_WHAT THE EXERCISE ASKS:_ Copy each line from the data that has the word "name" in it.

★ ★ ★ ★ ★ ★ ★

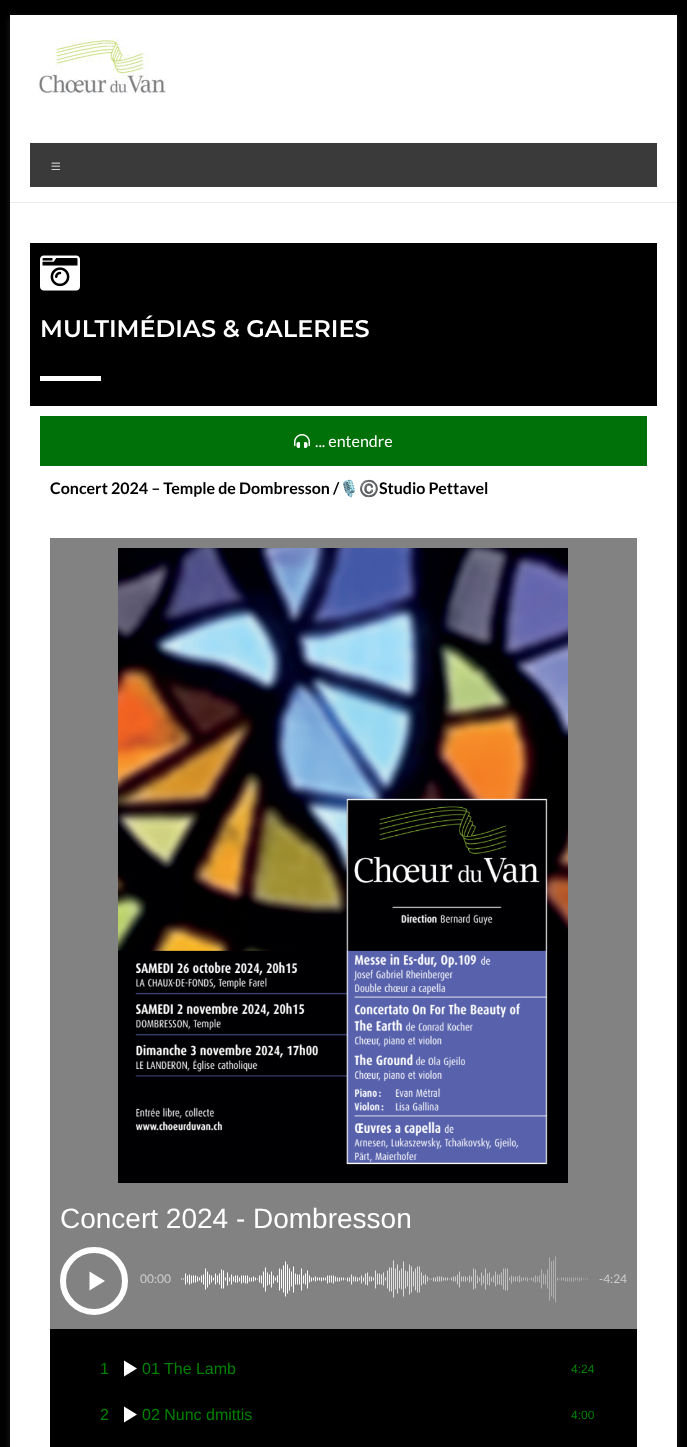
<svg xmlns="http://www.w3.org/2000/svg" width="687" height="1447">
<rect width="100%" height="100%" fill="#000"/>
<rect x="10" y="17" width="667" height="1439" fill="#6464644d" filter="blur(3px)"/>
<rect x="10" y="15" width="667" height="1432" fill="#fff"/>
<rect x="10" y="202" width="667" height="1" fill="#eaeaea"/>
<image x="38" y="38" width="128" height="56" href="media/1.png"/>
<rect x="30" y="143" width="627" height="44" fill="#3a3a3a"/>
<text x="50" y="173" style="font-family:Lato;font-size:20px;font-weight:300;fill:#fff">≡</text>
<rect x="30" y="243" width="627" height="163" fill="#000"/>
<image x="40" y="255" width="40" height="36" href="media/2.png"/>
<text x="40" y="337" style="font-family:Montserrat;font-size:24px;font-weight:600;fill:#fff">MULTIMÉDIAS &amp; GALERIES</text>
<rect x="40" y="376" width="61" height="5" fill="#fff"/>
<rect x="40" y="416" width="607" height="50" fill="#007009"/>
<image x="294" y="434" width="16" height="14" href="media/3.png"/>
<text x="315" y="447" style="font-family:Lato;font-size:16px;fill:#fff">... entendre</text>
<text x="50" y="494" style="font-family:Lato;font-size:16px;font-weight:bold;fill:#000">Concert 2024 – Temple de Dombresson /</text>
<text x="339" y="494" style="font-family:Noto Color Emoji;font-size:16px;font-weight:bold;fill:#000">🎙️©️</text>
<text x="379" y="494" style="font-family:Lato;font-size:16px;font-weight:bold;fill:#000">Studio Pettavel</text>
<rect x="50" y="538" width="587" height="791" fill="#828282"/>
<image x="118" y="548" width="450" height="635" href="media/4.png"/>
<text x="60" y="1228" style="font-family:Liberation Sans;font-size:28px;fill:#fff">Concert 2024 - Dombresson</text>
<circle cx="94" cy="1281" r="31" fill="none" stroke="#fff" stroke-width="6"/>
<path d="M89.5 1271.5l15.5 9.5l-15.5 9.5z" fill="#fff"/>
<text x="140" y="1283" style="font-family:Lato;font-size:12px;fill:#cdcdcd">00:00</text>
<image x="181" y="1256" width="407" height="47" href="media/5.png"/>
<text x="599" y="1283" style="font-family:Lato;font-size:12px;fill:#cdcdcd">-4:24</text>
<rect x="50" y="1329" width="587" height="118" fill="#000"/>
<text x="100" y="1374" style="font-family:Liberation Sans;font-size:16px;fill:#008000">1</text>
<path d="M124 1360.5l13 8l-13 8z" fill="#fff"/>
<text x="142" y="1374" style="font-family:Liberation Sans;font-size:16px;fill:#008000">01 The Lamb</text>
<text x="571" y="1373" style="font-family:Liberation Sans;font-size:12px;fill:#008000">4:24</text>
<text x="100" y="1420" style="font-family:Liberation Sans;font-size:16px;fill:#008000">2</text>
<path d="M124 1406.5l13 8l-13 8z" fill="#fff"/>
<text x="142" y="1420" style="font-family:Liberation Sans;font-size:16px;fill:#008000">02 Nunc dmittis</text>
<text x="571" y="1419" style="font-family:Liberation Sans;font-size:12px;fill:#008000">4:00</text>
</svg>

★ ★ ★ ★ ★ ★ ★

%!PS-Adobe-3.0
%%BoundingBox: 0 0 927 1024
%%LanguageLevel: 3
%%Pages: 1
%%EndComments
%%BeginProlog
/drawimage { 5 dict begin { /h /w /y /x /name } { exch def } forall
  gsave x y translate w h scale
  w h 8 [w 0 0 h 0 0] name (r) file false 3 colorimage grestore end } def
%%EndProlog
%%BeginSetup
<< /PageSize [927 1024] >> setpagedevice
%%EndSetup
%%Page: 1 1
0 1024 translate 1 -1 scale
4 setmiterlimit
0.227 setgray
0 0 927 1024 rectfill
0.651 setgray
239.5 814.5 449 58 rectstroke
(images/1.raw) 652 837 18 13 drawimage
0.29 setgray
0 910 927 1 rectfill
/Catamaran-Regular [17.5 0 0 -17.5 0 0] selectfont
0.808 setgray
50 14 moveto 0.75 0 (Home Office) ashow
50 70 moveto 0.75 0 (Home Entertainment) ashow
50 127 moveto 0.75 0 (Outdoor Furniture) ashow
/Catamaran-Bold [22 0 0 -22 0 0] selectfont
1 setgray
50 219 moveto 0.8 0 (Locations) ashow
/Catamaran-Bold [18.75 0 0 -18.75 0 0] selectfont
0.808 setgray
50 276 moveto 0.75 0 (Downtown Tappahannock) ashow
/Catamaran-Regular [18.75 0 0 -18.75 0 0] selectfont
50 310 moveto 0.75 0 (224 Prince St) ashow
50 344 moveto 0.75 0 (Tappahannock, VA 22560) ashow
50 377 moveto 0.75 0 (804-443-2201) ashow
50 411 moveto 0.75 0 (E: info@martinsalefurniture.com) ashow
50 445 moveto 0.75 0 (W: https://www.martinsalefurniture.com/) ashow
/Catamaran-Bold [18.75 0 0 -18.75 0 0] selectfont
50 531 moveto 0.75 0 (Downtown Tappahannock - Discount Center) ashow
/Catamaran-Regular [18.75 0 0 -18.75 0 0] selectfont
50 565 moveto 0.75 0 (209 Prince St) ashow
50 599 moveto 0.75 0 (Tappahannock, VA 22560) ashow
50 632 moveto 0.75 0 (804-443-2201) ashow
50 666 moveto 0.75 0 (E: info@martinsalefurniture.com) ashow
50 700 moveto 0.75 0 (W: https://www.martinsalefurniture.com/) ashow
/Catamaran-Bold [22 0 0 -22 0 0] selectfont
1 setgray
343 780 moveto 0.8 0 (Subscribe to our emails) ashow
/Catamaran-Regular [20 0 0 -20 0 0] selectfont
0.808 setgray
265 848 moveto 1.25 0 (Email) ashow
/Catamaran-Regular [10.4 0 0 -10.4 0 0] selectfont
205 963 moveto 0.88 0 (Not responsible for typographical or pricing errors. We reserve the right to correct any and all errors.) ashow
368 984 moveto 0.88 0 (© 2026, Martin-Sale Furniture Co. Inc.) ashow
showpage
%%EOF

★ ★ ★ ★ ★ ★ ★

_FINISHED TASK:_
/drawimage { 5 dict begin { /h /w /y /x /name } { exch def } forall
  w h 8 [w 0 0 h 0 0] name (r) file false 3 colorimage grestore end } def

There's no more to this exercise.